El director de Kopel Sánchez, Fabián Kopel, dijo a El País que el convenio colectivo se trasladará a los precios. No obstante, Ruibal cree que “esos no son los números” y considera que “nadie puede decir hoy en día cuánto va a incidir esto en los precios en el 2030 ni en 2031”. Dijo que sí se podría estimar si la aplicación fuera inmediata, pero es preciso considerar otras variables. “¿Qué pasa con la flexibilidad que tenemos ahora con el manejo de la semana laboral? Yo una semana puedo trabajar 44 horas y la siguiente 36”, señaló, además de remarcar que dependen del clima en gran medida.

“Hay muchas cosas que se pueden hacer. Pasarlo en una cuenta lineal de planillita Excel, yo no me animaría. Ni siquiera pasarlo hoy en el presente, pero si yo encima te digo que va a ser de acá a cuatro o cinco años, ¿entonces qué, no va a haber un incremento de productividad de la industria, no vamos a incorporar nuevos procedimientos constructivos, no vamos a incorporar innovación?”, consultó. Además, dijo que en todo caso se trasladará al costo –no necesariamente el precio– y que, al final, “el que pone el precio es el mercado”.

El lavado de activos en el sector: “de alguna manera se ve que logran bancarizarla”

El empresario definió el estado actual del sector con la palabra “meseta”. Dijo que tiene 56.000 trabajadores cotizantes en el Banco de Previsión Social, una cifra “bastante buena para la industria”, y desde el punto de vista de la inversión “hace tres años viene cayendo”, lo que genera preocupación de cara al futuro. La actividad pesa “un mínimo del 5%” en el PBI, aunque puede alcanzar el 10% “tomando los indirectos de la construcción”.

Ruibal dijo que la construcción es “hija de la inversión” y la pública es “muy importante” por el tipo de obras que plantea. “Hay un gobierno que ya tiene un año y medio, votó su presupuesto, está implementando su presupuesto. ¿Qué le estamos pidiendo nosotros al gobierno? Que acelere la implementación del presupuesto y los proyectos que tiene”, dijo. Pronosticó que para los próximos tres años habrá “un poco más de incidencia del sector público invirtiendo”, como las obras del saneamiento a nivel país, el proyecto Neptuno y la represa en Casupá, además del plan de movilidad “que mueve la aguja”, entre otras.

Sobre el lavado de activos en el sector, indicó que se encuentra “totalmente a favor” del control, pero discrepó en que las constructoras tengan que responsabilizarse cuando “vienen bancarizados los fondos que trae un cliente”. “Es verdad que nosotros le pedimos a los clientes formularios. Ahora, si el cliente me trae la plata bancarizada, que pasó por los bancos, son los bancos los que tienen que trabajar en eso. A mí ya me llega bancarizada, no me están pagando con una valija, como se hizo mucho tiempo en el pasado”, apuntó.

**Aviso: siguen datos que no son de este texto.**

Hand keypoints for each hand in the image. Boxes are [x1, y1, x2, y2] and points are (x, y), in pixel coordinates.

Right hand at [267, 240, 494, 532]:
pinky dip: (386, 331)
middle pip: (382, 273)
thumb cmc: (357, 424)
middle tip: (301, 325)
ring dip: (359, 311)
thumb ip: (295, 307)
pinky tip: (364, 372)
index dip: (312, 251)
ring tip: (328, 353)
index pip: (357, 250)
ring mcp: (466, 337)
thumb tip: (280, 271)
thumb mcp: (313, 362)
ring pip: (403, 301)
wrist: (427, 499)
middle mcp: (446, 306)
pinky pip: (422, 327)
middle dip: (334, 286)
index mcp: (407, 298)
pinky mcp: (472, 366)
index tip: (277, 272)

No obstante, coincidió en que el sector se encuentra en un lugar incómodo porque el constructor “está buscando siempre trabajo y clientes”, a quiénes se le puede solicitar “ciertas informaciones” pero, si la aporta y brinda el dinero bancarizado, “hay riesgos que uno no ve, lo que no ve no lo puede controlar y hasta ahí llegás”. Además, los lavadores “son cada vez más creativos” y, en el marco de un problema que no es únicamente de Uruguay, de “alguna manera se ve que logran bancarizarla”.

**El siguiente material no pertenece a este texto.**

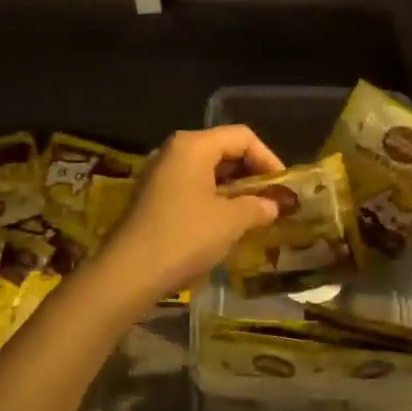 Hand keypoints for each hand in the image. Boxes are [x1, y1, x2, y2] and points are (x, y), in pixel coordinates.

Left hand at [97, 126, 285, 299]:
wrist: (128, 273)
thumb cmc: (184, 237)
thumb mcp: (230, 221)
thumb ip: (257, 206)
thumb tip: (273, 205)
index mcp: (193, 145)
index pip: (242, 137)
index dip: (268, 159)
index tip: (283, 187)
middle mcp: (175, 151)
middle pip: (224, 150)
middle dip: (252, 174)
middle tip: (273, 201)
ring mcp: (161, 174)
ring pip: (208, 171)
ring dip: (234, 189)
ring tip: (255, 214)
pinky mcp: (154, 198)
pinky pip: (193, 188)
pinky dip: (214, 200)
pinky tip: (227, 224)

El debate por los monoambientes

Ruibal también habló sobre el proyecto de ley presentado por el Frente Amplio (FA) sobre los monoambientes y sus exoneraciones, iniciativa que encabeza el senador Gustavo González.

Dijo comprender que “hay que tener normativa mínima para vivienda, como la hay”, aunque “no hay tanto monoambiente” como circuló y no representan “tanto porcentaje de lo que se construye”. En sus palabras, Uruguay no crece en población pero crece “en hogares”, que hoy en día están integrados por menos personas y “perfectamente pueden requerir” ese tipo de construcción para acceder a zonas que les sirvan.

“Lo que hay que evitar es que la gente viva hacinada, que no es justamente en ese tipo de apartamentos que la gente vive hacinada. La gente vive hacinada o en poco espacio en las viviendas más precarias, que no son el público que va a la vivienda promovida. Además, ahí al senador lo que le falta es un baño de realismo de cómo funcionan los mercados”, afirmó. Señaló que, si nadie lo compra, “nadie lo va a desarrollar” y no se puede “imponer” al mercado.